**To do:**
Go through the material underneath and show every line where the string "moveTo" occurs.

####################

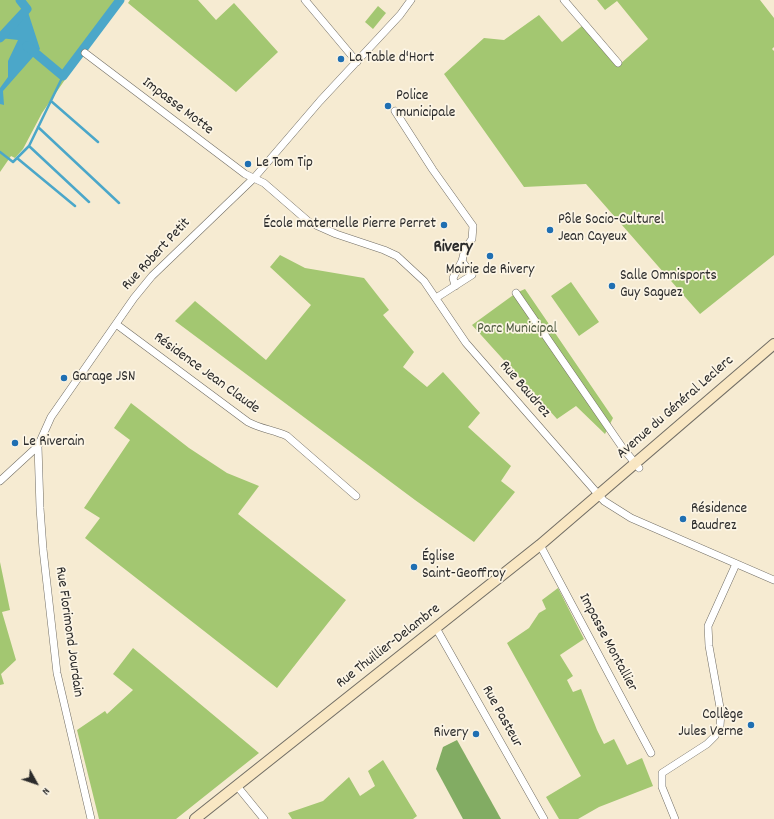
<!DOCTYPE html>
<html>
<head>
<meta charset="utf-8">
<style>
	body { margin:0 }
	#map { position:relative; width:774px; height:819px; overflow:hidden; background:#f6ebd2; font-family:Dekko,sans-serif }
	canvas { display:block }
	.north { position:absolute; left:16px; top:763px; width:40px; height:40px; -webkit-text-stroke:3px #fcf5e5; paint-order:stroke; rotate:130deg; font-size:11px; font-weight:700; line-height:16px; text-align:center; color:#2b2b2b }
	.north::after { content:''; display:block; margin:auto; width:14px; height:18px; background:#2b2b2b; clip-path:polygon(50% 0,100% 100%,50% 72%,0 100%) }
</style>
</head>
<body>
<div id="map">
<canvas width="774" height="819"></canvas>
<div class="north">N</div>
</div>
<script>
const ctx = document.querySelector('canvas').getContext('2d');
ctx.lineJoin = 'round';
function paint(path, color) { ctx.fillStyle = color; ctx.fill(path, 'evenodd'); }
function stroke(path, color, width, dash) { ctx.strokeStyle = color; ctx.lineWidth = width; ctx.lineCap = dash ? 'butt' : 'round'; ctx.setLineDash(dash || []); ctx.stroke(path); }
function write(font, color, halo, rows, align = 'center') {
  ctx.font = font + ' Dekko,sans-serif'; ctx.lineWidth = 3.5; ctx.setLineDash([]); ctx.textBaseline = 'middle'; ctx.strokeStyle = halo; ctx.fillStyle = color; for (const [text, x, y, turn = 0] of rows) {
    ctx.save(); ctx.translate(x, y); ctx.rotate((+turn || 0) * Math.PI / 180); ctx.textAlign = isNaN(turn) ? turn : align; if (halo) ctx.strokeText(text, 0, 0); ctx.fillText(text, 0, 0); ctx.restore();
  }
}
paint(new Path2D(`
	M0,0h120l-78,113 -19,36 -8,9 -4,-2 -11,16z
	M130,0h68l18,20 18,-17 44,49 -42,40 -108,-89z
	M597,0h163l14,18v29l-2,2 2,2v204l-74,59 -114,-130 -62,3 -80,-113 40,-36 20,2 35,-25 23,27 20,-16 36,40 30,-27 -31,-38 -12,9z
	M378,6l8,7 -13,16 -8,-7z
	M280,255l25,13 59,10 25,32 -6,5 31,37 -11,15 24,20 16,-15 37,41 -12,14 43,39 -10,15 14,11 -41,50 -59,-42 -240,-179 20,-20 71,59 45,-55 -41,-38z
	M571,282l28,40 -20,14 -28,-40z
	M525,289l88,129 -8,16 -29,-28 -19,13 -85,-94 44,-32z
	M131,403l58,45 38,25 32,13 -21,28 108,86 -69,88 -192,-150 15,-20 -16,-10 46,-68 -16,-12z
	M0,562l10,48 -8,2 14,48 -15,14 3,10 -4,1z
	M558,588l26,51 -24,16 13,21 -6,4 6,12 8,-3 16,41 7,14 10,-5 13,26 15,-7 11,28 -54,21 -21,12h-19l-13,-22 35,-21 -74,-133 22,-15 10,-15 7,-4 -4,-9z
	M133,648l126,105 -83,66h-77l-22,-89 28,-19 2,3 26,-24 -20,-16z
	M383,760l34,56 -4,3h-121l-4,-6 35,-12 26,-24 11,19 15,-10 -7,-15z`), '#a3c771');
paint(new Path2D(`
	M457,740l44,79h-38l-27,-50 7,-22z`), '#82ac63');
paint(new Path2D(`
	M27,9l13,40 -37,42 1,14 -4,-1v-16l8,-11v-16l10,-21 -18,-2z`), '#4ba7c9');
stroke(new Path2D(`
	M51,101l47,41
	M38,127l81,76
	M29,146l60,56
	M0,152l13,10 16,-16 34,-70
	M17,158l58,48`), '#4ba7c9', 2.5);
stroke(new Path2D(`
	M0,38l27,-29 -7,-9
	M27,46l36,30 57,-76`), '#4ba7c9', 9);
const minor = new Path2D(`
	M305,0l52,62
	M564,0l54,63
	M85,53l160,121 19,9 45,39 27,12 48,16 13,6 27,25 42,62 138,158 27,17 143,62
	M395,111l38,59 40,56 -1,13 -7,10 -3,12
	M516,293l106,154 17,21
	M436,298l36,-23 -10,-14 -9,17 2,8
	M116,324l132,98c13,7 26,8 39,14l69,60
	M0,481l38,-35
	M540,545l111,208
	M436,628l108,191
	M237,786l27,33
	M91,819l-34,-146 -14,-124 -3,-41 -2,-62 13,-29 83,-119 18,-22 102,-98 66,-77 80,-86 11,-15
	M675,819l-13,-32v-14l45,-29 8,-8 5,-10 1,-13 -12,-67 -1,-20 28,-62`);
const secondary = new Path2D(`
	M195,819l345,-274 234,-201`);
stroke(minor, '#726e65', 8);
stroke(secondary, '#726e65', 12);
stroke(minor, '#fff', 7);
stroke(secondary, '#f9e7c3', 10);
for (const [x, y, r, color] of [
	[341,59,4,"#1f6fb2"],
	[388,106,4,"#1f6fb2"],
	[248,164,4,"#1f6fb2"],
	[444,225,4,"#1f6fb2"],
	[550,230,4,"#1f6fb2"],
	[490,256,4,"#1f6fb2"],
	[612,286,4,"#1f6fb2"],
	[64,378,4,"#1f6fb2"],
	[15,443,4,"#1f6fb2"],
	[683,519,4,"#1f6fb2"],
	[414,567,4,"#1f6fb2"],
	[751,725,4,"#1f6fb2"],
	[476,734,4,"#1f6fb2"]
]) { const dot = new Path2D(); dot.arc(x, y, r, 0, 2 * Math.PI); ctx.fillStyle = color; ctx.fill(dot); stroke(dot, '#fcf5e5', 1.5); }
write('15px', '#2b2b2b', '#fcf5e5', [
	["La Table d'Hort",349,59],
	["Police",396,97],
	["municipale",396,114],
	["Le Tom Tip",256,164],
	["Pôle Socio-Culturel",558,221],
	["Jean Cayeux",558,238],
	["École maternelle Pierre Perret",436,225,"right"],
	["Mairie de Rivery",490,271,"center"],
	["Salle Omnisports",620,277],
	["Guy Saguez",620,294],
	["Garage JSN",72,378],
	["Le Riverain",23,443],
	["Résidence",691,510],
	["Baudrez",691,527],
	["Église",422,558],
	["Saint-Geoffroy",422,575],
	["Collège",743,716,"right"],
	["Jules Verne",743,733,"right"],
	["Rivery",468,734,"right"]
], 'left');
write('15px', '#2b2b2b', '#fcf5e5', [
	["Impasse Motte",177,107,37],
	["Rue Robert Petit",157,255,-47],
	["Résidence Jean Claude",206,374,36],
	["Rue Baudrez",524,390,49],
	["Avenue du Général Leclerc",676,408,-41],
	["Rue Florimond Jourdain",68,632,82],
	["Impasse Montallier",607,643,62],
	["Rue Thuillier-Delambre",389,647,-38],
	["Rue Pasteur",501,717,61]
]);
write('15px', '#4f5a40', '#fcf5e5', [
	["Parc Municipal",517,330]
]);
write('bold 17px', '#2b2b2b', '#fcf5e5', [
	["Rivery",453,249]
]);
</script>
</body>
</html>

####################

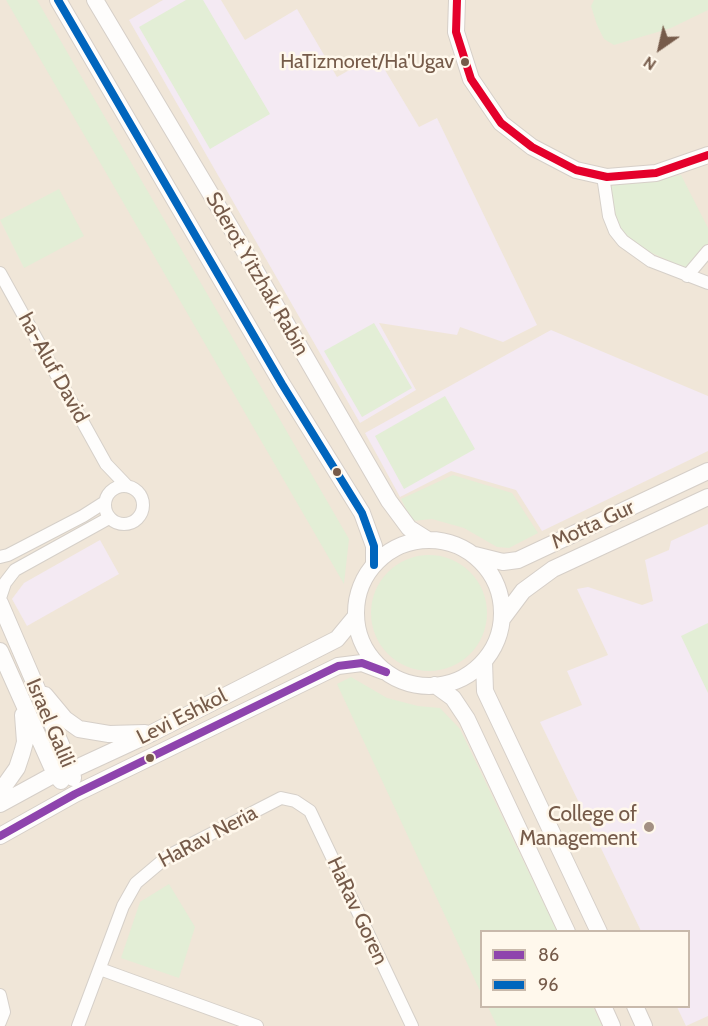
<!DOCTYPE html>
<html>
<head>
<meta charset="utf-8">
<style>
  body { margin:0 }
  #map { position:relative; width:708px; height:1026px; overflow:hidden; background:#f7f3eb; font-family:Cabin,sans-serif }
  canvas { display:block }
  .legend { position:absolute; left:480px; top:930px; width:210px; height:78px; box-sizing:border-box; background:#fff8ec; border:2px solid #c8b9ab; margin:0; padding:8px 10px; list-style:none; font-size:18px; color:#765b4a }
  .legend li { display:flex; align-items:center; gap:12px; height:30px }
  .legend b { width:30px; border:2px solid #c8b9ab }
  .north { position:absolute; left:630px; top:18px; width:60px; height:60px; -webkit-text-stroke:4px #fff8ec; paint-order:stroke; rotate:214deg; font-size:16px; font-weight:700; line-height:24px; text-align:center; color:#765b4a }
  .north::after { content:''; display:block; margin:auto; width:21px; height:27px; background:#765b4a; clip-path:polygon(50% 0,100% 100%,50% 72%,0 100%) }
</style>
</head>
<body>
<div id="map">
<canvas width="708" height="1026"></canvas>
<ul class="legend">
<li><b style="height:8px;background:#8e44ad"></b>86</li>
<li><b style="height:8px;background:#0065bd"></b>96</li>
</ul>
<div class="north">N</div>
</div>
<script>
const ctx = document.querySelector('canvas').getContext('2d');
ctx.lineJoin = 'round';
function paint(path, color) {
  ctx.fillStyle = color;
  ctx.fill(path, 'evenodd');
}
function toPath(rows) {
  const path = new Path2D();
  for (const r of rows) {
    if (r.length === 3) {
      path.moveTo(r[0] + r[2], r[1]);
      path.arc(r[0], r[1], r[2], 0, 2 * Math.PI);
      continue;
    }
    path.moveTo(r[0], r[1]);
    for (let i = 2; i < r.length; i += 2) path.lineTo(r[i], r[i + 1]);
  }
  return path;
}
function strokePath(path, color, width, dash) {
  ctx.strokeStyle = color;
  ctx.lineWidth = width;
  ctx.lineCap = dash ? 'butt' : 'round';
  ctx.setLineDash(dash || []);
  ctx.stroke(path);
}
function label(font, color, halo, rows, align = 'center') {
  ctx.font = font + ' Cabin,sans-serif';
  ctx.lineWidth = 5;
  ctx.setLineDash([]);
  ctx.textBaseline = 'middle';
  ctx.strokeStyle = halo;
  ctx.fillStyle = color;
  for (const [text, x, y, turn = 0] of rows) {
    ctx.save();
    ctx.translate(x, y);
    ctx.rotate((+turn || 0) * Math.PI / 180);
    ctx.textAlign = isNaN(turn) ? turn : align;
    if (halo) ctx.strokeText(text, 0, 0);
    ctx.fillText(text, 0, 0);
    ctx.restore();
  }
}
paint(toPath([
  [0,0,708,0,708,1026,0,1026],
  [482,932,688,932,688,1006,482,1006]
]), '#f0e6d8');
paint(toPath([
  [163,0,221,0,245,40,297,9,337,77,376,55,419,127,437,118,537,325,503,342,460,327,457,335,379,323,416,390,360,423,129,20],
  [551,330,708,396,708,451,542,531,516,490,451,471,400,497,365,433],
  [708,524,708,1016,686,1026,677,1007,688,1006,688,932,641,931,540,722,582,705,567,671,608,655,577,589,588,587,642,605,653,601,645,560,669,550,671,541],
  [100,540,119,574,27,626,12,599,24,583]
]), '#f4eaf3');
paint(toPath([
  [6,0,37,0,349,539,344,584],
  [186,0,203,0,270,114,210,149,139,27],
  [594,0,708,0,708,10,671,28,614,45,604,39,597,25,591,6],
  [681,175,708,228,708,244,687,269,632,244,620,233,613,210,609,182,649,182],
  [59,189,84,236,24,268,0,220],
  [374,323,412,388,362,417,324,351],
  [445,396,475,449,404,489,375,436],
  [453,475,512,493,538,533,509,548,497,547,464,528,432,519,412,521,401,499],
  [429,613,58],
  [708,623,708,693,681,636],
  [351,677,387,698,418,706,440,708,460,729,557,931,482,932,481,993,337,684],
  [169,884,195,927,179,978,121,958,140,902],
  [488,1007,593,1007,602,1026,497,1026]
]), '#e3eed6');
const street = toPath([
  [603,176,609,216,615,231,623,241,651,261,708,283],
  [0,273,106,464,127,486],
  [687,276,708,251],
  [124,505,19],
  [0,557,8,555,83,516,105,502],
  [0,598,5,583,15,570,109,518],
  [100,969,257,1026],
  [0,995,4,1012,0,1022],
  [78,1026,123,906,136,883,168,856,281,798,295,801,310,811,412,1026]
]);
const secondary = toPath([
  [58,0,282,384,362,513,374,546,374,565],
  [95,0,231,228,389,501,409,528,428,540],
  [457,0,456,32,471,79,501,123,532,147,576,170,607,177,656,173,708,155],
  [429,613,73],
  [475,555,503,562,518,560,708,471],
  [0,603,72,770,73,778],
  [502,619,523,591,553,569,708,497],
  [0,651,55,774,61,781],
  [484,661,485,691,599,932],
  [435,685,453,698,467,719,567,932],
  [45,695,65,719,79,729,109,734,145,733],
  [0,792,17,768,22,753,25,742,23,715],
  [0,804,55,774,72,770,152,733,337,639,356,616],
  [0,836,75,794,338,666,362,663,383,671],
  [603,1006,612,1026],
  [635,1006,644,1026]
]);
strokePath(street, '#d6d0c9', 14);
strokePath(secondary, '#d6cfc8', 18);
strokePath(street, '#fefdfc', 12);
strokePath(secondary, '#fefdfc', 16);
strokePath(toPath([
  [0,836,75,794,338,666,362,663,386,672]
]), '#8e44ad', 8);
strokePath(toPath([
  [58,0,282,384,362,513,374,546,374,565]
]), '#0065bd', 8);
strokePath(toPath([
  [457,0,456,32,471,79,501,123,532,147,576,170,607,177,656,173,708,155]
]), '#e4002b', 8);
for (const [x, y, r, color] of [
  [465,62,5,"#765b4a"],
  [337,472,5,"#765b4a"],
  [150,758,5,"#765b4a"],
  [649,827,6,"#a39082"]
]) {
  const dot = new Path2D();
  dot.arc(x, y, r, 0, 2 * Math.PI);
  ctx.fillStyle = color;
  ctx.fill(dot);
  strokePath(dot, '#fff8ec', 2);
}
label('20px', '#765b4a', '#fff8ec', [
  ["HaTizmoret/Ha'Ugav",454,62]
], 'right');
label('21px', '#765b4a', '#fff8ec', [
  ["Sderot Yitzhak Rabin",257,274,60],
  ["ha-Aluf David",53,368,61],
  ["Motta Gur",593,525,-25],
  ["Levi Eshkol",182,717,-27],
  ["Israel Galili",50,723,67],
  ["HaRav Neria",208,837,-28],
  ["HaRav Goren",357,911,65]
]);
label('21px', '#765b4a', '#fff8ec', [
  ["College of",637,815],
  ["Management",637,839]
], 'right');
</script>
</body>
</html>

####################

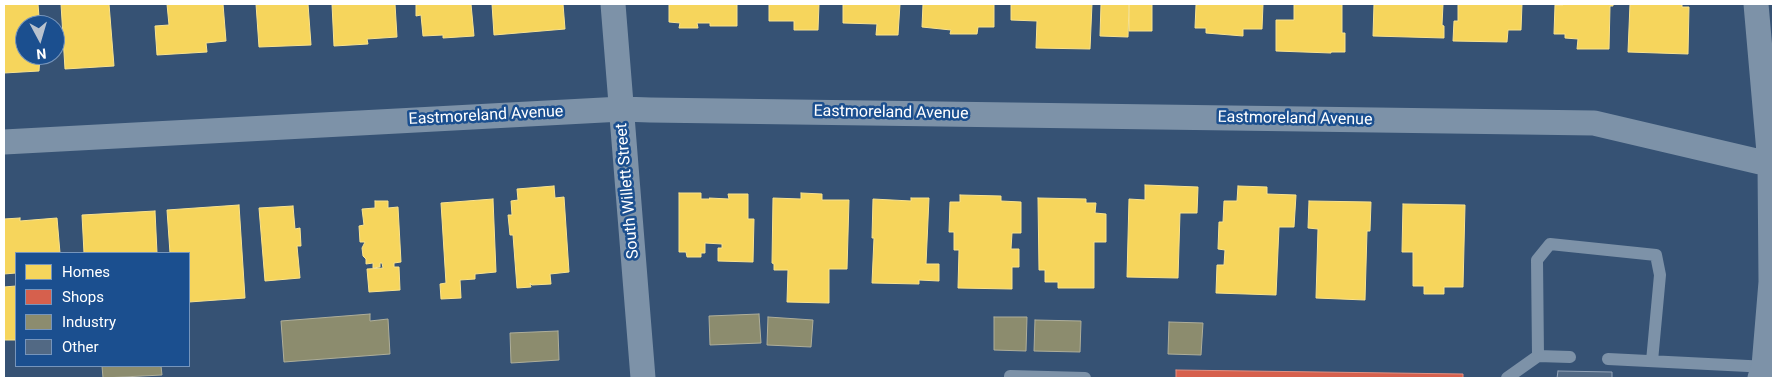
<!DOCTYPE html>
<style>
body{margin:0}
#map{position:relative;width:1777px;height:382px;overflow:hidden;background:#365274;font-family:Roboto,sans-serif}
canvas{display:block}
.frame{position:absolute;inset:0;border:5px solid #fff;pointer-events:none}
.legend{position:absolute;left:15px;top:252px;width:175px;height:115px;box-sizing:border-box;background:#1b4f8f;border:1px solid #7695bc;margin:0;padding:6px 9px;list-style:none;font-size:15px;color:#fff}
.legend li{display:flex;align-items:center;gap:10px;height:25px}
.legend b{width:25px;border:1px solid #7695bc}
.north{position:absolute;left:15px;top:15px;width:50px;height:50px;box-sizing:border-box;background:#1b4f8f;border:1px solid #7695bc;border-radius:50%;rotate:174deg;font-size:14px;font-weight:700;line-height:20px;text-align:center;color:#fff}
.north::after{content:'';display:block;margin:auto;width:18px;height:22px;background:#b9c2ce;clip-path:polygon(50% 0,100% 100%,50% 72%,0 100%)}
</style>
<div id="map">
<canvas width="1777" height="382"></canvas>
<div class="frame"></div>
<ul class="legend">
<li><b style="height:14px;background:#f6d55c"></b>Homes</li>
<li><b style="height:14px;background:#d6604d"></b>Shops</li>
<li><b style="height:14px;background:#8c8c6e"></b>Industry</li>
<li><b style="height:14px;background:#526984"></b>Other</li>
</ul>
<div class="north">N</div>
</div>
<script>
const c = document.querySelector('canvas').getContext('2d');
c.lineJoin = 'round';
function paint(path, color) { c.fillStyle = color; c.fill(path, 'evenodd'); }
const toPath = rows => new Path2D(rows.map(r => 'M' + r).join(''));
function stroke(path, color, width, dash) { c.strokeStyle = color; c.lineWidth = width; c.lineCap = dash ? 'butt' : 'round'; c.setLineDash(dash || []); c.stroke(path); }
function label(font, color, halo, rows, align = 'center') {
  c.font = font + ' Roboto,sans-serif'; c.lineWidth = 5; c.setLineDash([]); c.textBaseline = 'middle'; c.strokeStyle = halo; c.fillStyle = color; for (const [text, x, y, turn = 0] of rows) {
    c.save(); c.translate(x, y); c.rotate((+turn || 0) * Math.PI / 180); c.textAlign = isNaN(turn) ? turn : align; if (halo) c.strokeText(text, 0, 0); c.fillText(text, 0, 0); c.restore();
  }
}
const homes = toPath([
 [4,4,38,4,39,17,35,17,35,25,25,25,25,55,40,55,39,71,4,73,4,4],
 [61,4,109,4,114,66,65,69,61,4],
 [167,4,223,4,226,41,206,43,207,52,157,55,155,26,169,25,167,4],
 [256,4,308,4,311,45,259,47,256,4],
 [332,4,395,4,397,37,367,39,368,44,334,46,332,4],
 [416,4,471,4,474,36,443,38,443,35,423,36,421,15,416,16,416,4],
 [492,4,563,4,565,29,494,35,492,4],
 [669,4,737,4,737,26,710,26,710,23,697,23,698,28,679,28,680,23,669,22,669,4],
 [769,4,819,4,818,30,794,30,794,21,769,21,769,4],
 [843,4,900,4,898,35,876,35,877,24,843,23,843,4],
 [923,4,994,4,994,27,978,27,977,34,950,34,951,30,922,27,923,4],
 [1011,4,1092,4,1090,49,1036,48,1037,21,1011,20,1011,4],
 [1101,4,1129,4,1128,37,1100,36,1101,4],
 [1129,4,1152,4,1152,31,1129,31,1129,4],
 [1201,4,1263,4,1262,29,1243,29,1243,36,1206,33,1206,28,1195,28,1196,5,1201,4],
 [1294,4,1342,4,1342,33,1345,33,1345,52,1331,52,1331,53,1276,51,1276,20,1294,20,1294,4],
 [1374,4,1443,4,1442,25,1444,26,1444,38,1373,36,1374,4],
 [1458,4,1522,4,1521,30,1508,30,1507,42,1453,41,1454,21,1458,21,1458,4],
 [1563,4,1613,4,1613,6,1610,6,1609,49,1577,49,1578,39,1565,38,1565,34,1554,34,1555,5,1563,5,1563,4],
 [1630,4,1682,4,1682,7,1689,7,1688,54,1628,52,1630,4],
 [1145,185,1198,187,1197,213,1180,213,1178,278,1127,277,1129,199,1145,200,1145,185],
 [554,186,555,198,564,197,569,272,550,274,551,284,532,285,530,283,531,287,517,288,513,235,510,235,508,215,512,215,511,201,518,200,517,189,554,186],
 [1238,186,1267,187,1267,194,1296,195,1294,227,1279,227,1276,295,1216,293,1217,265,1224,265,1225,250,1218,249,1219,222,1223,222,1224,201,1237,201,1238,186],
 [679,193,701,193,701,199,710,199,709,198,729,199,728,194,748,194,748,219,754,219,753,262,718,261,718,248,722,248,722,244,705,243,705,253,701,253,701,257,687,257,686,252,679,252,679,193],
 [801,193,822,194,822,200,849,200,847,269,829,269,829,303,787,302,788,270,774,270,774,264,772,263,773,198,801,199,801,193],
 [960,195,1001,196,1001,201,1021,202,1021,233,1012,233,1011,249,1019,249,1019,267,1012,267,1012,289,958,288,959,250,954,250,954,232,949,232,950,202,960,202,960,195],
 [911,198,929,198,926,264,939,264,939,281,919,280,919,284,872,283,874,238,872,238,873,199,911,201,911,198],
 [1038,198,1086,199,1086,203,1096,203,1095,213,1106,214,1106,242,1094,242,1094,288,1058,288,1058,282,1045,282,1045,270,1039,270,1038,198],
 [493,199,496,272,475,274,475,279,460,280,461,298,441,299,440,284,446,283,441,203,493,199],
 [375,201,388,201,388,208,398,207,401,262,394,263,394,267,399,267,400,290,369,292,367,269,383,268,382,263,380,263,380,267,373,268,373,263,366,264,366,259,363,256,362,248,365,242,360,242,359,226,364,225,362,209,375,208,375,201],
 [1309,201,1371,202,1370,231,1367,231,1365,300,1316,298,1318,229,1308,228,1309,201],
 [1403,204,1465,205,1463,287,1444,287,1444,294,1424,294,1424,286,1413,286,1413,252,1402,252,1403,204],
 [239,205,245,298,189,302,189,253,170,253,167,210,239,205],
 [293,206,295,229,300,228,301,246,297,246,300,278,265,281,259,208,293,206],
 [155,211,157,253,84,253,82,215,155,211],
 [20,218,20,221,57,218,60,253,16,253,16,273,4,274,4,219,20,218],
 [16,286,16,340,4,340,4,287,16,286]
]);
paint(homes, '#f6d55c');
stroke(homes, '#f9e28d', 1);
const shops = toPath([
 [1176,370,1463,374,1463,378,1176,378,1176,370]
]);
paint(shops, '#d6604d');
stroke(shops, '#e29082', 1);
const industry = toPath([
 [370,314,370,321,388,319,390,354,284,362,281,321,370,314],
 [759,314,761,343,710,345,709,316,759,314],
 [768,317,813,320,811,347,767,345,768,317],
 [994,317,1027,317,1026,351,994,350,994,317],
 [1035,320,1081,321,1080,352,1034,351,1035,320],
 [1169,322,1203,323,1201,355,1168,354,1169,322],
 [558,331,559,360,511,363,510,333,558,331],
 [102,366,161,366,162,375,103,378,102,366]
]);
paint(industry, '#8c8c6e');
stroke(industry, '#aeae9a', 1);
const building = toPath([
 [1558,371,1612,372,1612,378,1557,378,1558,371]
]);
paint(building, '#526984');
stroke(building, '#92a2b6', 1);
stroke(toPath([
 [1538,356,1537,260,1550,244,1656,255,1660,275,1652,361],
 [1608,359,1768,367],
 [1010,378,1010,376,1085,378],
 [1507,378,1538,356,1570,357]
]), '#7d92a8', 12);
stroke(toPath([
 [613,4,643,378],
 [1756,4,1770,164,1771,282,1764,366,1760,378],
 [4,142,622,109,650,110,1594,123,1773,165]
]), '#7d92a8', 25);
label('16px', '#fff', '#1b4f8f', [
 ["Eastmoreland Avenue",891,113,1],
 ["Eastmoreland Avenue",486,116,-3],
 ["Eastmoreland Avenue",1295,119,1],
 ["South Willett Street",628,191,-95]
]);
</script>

####################

**Answer section:**
      path.moveTo(r[0] + r[2], r[1]);
    path.moveTo(r[0], r[1]);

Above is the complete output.